Exercise description >> Keep the images out and copy every entry below exactly.

Dataset entries
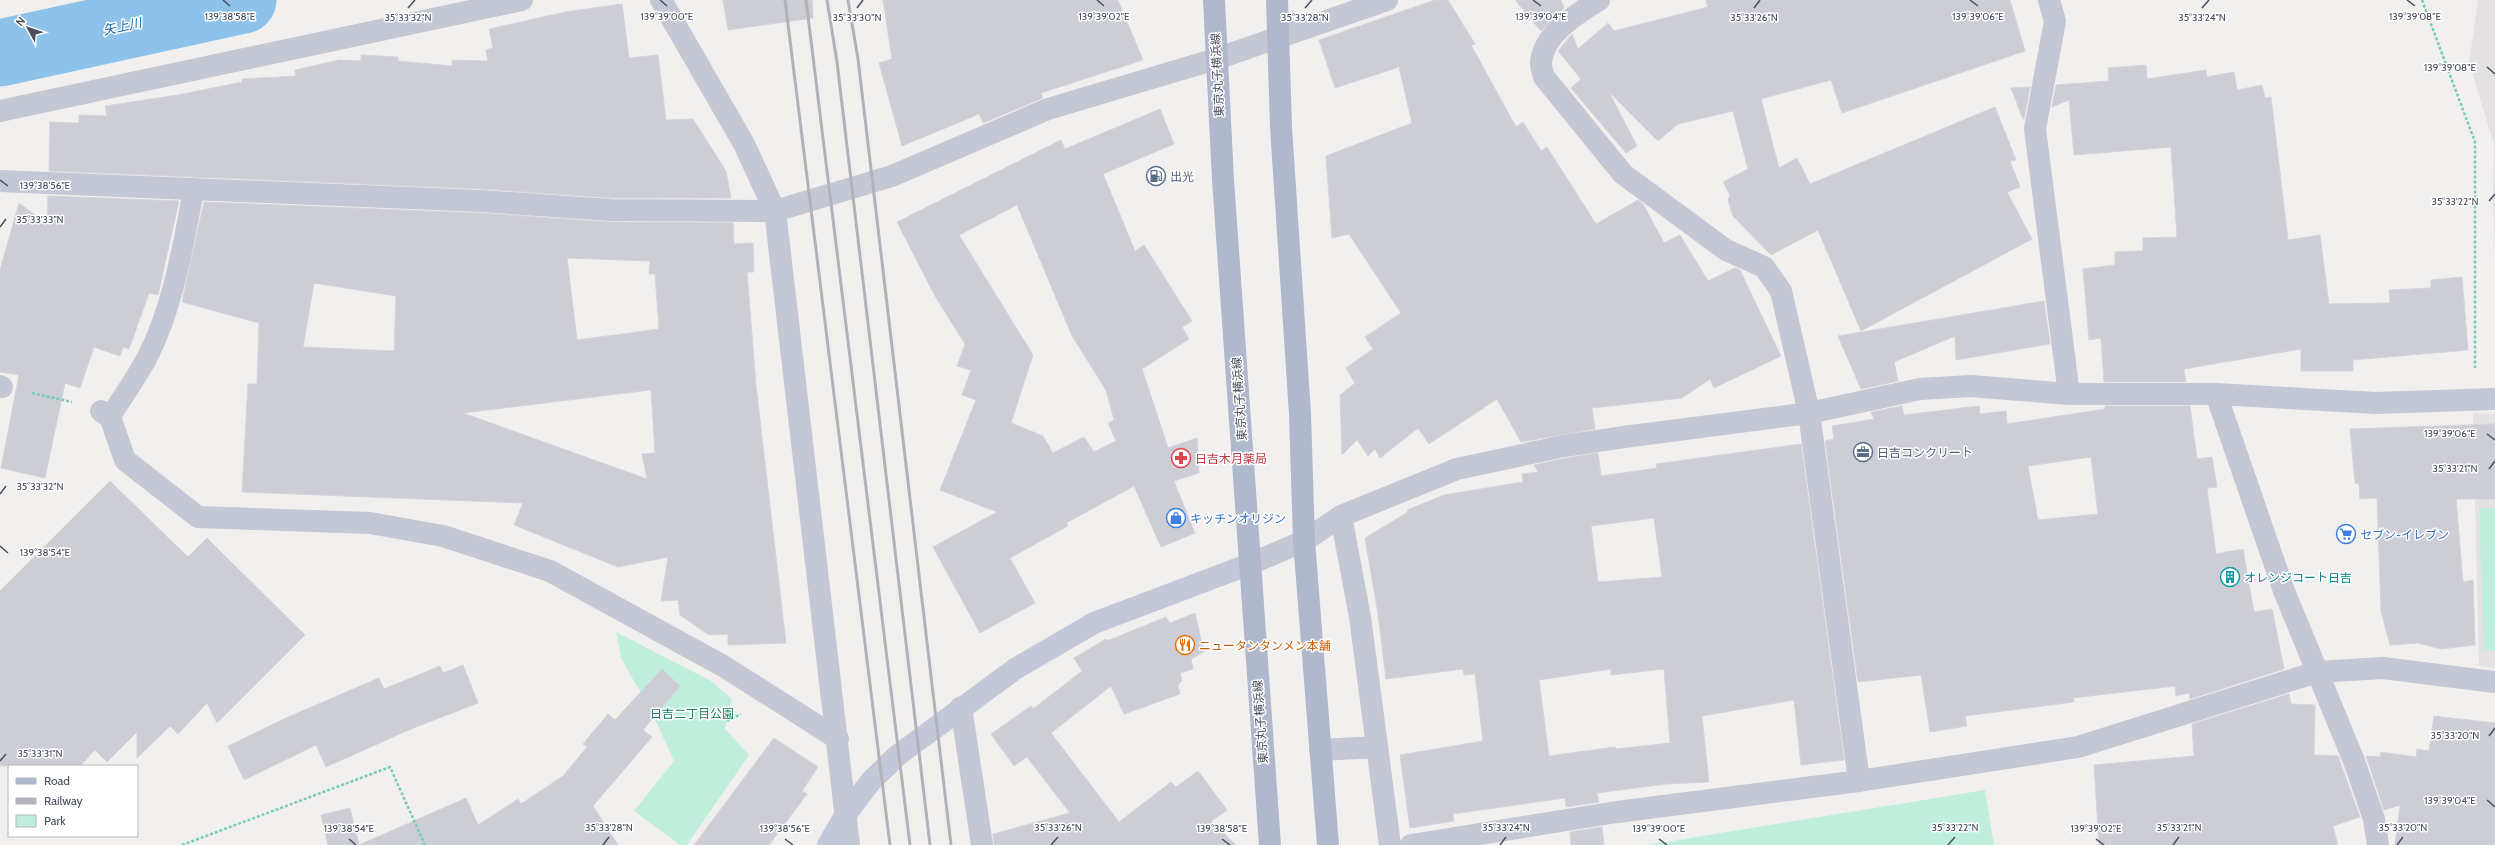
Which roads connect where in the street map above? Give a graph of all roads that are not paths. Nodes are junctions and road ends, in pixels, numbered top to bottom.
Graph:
1 (522, 0) edge
2 (660, 0) edge
3 (1214, 0) edge
4 (1277, 0) edge
5 (1387, 0) edge
6 (1599, 0) edge
7 (2049, 0) edge
8 (1280, 38) junction
9 (1216, 59) junction
10 (0, 111) edge
11 (0, 181) edge
12 (194, 188) junction
13 (776, 211) junction
14 (2070, 394) junction
15 (2216, 394) junction
16 (2485, 400) edge
17 (1809, 413) junction
18 (105, 414) joint
19 (1341, 516) junction
20 (1304, 541) junction
21 (1250, 564) junction
22 (2317, 672) junction
23 (2495, 682) edge
24 (961, 707) junction
25 (838, 740) junction
26 (1377, 747) junction
27 (1320, 750) junction
28 (1859, 781) junction
29 (846, 814) junction
30 (828, 845) edge
31 (849, 845) edge
32 (982, 845) edge
33 (1270, 845) edge
34 (1328, 845) edge
35 (1390, 845) edge
36 (1412, 845) edge
37 (2378, 845) edge

1 - 10 street
2 - 13 street
3 - 9 main road, 東京丸子横浜線
4 - 8 main road
5 - 8 street
6 - 17 street
7 - 14 street
8 - 9 street
8 - 20 main road
9 - 13 street
9 - 21 main road, 東京丸子横浜線
11 - 12 street
12 - 13 street
12 - 18 lane
13 - 25 street
14 - 15 street
14 - 17 street
15 - 16 street
15 - 22 street
17 - 19 street
17 - 28 street
18 - 25 street
19 - 20 street
19 - 26 street
20 - 21 street
20 - 27 main road
21 - 24 street
21 - 33 main road, 東京丸子横浜線
22 - 23 street
22 - 28 street
22 - 37 street
24 - 29 street
24 - 32 street
25 - 29 street
26 - 27 street
26 - 35 street
27 - 34 main road
28 - 36 street
29 - 30 street
29 - 31 street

Task response >>
Which roads connect where in the street map above? Give a graph of all roads that are not paths. Nodes are junctions and road ends, in pixels, numbered top to bottom.
Graph:
1 (522, 0) edge
2 (660, 0) edge
3 (1214, 0) edge
4 (1277, 0) edge
5 (1387, 0) edge
6 (1599, 0) edge
7 (2049, 0) edge
8 (1280, 38) junction
9 (1216, 59) junction
10 (0, 111) edge
11 (0, 181) edge
12 (194, 188) junction
13 (776, 211) junction
14 (2070, 394) junction
15 (2216, 394) junction
16 (2485, 400) edge
17 (1809, 413) junction
18 (105, 414) joint
19 (1341, 516) junction
20 (1304, 541) junction
21 (1250, 564) junction
22 (2317, 672) junction
23 (2495, 682) edge
24 (961, 707) junction
25 (838, 740) junction
26 (1377, 747) junction
27 (1320, 750) junction
28 (1859, 781) junction
29 (846, 814) junction
30 (828, 845) edge
31 (849, 845) edge
32 (982, 845) edge
33 (1270, 845) edge
34 (1328, 845) edge
35 (1390, 845) edge
36 (1412, 845) edge
37 (2378, 845) edge

1 - 10 street
2 - 13 street
3 - 9 main road, 東京丸子横浜線
4 - 8 main road
5 - 8 street
6 - 17 street
7 - 14 street
8 - 9 street
8 - 20 main road
9 - 13 street
9 - 21 main road, 東京丸子横浜線
11 - 12 street
12 - 13 street
12 - 18 lane
13 - 25 street
14 - 15 street
14 - 17 street
15 - 16 street
15 - 22 street
17 - 19 street
17 - 28 street
18 - 25 street
19 - 20 street
19 - 26 street
20 - 21 street
20 - 27 main road
21 - 24 street
21 - 33 main road, 東京丸子横浜線
22 - 23 street
22 - 28 street
22 - 37 street
24 - 29 street
24 - 32 street
25 - 29 street
26 - 27 street
26 - 35 street
27 - 34 main road
28 - 36 street
29 - 30 street
29 - 31 street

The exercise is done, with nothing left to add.